>>>>>
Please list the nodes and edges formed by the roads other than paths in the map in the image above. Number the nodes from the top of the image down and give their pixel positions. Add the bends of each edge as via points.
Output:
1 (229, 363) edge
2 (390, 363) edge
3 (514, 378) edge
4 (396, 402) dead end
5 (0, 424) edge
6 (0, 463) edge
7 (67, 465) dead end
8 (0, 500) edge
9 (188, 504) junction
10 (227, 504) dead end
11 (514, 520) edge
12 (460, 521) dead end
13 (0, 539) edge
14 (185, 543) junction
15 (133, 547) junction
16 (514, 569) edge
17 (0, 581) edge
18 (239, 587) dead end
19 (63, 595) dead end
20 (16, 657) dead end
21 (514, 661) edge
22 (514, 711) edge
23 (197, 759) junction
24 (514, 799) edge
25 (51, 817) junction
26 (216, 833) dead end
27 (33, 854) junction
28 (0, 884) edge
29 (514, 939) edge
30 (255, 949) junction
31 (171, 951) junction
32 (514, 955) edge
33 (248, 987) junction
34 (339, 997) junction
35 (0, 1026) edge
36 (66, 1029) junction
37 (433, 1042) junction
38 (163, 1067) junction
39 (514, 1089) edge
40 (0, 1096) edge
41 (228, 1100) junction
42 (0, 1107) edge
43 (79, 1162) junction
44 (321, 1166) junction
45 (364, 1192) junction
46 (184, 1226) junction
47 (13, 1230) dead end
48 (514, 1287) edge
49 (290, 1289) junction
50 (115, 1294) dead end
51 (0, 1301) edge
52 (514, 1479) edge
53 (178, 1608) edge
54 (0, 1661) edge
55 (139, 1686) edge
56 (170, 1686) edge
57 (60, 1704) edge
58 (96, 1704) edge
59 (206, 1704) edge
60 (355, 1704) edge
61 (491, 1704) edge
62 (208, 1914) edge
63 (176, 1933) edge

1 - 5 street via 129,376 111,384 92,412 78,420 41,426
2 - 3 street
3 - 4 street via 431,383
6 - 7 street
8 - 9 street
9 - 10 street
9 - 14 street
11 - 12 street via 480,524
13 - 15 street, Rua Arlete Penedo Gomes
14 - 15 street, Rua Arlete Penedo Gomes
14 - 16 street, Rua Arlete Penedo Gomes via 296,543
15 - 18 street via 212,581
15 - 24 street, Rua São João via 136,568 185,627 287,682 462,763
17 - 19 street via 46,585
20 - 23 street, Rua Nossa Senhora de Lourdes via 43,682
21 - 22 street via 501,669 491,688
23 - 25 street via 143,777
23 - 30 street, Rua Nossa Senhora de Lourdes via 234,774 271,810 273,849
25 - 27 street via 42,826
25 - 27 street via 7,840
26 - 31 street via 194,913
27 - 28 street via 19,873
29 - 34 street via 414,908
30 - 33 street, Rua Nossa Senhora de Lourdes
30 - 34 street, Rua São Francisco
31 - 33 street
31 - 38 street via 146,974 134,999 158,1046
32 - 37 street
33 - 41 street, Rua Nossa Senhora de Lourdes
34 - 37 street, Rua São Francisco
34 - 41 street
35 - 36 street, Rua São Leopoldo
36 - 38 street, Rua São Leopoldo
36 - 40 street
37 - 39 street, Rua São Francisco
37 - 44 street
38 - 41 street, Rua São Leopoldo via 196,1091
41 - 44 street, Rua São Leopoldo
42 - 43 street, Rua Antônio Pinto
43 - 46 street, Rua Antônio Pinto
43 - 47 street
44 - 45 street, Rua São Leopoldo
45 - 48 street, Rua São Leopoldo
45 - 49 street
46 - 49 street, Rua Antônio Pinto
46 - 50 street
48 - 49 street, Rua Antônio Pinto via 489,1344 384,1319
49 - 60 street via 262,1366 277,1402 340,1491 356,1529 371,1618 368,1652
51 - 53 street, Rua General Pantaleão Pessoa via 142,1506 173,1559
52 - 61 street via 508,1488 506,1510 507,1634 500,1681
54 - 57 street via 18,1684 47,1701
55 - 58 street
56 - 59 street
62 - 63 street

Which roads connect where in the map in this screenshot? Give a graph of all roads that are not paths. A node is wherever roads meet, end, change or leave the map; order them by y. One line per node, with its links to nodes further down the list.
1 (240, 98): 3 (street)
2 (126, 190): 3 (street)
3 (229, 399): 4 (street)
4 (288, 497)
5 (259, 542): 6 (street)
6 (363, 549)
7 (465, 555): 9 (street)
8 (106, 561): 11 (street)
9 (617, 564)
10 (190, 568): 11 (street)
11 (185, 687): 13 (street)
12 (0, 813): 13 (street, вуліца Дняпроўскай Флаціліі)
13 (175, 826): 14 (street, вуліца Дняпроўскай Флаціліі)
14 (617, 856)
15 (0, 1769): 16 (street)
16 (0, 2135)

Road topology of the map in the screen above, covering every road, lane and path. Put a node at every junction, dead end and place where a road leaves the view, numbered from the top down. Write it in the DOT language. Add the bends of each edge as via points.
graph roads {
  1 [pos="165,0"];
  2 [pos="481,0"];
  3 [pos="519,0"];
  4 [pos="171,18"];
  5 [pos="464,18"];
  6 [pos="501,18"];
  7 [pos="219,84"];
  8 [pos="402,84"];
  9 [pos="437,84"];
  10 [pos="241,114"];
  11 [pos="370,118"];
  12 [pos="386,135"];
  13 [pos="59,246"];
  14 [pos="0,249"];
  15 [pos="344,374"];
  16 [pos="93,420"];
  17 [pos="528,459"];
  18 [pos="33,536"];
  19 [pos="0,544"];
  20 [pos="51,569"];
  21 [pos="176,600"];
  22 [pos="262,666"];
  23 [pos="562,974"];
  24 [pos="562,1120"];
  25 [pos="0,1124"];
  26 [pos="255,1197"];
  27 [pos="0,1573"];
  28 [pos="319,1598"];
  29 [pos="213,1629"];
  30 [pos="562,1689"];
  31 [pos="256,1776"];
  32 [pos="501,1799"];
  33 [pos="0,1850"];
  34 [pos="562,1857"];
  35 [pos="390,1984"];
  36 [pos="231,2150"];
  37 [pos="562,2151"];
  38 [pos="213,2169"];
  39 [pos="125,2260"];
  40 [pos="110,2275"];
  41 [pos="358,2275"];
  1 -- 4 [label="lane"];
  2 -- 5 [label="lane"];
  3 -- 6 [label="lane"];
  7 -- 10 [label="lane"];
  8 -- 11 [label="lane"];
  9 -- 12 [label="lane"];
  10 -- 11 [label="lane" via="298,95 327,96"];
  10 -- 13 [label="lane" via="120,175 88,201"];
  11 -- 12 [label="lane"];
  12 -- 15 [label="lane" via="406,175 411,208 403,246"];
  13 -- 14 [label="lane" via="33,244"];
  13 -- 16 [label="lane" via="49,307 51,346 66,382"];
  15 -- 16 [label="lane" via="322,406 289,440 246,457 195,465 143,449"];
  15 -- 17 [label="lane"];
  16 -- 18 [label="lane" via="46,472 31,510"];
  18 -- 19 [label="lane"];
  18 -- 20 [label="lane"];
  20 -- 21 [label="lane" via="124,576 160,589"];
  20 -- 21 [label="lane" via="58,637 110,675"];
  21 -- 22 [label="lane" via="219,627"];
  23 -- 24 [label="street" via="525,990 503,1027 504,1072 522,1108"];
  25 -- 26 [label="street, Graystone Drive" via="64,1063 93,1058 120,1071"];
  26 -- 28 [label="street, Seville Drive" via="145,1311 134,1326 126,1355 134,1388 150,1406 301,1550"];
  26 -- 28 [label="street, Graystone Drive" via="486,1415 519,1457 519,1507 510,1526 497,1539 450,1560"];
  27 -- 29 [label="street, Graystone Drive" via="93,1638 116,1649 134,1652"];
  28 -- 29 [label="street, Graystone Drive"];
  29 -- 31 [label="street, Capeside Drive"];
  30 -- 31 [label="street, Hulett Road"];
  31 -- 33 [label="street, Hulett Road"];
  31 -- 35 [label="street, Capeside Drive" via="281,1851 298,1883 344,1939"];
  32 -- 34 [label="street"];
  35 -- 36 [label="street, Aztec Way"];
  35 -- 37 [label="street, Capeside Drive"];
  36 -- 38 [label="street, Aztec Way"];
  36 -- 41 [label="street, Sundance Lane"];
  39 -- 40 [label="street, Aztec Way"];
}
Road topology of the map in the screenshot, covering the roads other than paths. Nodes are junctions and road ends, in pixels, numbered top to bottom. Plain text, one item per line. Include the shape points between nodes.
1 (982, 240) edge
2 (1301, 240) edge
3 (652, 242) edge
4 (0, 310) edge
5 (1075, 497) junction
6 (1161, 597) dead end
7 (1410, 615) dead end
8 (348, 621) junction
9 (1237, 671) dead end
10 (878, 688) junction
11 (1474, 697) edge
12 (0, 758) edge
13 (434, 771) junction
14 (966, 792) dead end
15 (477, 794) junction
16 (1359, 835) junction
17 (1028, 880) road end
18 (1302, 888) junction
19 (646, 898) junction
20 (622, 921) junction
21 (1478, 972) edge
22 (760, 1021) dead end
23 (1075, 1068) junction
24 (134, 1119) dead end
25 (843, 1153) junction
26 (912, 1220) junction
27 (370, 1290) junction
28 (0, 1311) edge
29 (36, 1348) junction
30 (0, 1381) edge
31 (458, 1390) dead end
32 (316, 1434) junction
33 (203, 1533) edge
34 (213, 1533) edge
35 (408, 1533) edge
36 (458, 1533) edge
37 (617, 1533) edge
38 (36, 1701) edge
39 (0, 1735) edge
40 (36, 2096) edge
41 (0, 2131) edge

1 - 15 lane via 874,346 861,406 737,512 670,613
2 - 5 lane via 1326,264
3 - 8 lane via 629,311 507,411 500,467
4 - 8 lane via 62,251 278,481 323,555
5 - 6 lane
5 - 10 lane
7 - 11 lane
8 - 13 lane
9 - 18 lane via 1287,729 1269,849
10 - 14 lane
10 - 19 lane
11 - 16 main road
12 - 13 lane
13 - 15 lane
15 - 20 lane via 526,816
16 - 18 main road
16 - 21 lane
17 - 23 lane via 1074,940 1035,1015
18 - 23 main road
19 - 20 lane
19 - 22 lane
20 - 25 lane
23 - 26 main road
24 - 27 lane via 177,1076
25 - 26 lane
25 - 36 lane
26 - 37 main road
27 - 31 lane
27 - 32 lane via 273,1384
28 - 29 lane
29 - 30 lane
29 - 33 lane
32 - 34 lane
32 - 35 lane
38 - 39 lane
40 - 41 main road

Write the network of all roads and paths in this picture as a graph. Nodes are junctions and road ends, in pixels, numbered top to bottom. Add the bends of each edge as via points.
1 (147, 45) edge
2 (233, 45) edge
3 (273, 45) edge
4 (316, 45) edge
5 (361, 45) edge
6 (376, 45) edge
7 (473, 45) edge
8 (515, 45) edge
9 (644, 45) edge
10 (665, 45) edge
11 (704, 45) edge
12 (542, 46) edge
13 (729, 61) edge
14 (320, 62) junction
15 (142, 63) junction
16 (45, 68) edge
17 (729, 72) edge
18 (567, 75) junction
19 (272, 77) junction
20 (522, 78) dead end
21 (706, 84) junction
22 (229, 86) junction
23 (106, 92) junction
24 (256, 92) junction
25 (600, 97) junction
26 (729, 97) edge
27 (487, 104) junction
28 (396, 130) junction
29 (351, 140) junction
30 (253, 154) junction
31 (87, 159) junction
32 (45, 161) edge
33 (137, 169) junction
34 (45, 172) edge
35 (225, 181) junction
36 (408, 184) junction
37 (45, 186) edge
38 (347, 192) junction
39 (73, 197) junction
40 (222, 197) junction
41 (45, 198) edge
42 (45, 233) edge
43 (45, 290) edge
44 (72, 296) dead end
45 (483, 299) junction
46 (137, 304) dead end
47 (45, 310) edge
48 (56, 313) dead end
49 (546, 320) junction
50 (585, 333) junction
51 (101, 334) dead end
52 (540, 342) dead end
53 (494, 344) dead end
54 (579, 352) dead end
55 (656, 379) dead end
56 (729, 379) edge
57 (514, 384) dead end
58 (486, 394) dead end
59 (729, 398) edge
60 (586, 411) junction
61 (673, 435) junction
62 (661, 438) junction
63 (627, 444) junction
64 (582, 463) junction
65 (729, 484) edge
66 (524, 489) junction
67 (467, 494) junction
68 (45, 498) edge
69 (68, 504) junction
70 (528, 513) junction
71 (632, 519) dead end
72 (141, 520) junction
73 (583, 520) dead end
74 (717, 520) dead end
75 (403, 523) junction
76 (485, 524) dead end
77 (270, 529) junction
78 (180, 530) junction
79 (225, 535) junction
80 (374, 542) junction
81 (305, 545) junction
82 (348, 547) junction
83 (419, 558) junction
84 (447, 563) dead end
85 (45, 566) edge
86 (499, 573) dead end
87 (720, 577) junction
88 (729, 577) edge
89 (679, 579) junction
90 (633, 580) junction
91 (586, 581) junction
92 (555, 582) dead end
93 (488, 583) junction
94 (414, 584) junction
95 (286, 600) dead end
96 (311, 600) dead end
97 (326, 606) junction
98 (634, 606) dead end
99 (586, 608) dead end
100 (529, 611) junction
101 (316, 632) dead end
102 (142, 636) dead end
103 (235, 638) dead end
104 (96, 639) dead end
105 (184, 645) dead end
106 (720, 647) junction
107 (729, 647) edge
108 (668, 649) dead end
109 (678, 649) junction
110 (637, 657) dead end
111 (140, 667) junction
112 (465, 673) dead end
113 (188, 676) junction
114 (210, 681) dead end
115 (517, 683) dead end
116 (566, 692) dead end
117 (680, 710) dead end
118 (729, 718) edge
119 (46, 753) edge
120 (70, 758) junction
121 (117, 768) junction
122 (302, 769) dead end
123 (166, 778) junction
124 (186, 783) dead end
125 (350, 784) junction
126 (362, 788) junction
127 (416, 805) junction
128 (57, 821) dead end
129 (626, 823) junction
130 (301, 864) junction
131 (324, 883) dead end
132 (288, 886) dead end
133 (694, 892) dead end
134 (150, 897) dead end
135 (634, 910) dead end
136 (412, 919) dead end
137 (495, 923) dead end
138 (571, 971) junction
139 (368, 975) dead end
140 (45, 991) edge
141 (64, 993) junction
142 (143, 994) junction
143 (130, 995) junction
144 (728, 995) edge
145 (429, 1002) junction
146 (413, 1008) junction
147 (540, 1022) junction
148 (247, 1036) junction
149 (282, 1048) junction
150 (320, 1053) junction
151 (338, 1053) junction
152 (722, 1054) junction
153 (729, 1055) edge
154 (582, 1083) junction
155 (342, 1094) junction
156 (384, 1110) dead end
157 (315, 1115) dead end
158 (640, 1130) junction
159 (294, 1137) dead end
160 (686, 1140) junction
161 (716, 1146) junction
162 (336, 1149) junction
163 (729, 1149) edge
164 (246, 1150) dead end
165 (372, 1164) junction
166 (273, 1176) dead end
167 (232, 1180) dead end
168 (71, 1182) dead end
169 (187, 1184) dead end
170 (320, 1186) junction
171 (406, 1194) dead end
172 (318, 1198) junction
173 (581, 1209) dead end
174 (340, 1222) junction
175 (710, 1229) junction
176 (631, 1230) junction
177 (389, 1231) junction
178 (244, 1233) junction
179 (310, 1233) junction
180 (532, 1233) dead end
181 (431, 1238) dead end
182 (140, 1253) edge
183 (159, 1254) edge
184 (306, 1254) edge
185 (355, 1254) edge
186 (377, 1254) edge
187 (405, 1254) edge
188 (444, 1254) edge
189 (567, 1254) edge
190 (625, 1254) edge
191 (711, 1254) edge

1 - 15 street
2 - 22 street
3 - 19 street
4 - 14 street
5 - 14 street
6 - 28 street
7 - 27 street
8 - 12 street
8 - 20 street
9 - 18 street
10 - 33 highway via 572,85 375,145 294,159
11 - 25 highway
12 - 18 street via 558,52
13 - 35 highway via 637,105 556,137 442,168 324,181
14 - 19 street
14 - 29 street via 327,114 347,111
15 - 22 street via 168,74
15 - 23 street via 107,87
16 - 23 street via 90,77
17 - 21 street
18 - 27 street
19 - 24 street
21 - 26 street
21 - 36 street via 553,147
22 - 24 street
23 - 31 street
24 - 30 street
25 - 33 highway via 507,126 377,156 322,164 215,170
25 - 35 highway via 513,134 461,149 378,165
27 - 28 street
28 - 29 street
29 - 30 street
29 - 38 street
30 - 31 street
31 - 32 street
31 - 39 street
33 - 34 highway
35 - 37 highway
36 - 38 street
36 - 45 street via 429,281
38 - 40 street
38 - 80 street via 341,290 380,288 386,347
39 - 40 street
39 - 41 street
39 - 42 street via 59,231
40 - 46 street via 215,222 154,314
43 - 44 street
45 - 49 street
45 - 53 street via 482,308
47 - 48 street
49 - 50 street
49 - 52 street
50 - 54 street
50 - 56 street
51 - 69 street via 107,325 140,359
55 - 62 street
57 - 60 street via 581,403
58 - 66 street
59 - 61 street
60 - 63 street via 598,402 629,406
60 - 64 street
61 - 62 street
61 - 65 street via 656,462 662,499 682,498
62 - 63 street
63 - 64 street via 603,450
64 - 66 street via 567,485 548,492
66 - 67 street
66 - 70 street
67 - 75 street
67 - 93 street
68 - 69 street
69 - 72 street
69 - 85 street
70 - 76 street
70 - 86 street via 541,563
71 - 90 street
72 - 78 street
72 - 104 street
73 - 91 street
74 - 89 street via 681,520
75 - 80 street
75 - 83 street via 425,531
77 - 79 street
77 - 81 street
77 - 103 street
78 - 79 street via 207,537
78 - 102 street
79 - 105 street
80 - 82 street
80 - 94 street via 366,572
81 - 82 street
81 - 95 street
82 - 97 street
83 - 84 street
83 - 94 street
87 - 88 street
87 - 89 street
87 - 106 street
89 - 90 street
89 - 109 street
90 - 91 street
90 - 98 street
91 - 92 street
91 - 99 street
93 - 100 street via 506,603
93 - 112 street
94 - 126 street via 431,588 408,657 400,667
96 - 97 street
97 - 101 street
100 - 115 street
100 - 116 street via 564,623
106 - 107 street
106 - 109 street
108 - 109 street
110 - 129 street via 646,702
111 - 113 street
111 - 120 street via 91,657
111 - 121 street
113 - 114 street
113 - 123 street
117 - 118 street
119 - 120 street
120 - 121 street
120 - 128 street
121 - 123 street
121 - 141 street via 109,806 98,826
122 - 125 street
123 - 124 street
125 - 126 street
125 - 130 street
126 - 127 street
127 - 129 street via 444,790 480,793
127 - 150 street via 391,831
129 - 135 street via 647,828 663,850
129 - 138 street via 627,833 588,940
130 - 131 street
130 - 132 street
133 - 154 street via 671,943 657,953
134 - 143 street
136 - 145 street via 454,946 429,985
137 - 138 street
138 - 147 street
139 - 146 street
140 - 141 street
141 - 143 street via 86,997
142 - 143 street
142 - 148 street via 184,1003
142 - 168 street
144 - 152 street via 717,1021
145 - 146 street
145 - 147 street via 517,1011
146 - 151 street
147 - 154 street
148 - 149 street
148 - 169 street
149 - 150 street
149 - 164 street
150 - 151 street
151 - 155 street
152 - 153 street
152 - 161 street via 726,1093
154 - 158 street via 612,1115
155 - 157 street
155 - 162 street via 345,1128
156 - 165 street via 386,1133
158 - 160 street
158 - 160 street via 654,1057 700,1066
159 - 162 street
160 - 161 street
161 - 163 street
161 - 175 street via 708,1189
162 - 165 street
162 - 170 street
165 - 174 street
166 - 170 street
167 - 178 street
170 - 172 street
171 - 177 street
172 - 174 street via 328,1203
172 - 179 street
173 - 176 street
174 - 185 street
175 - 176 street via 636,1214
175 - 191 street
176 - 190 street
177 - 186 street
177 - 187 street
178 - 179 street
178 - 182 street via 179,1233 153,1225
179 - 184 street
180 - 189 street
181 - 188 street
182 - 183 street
<<<<<
(Action item) Would you filter the records and copy each line that contains the word "covering"?

(Response)
Road topology of the map in the screen above, covering every road, lane and path. Put a node at every junction, dead end and place where a road leaves the view, numbered from the top down. Write it in the DOT language. Add the bends of each edge as via points.
Road topology of the map in the screenshot, covering the roads other than paths. Nodes are junctions and road ends, in pixels, numbered top to bottom. Plain text, one item per line. Include the shape points between nodes.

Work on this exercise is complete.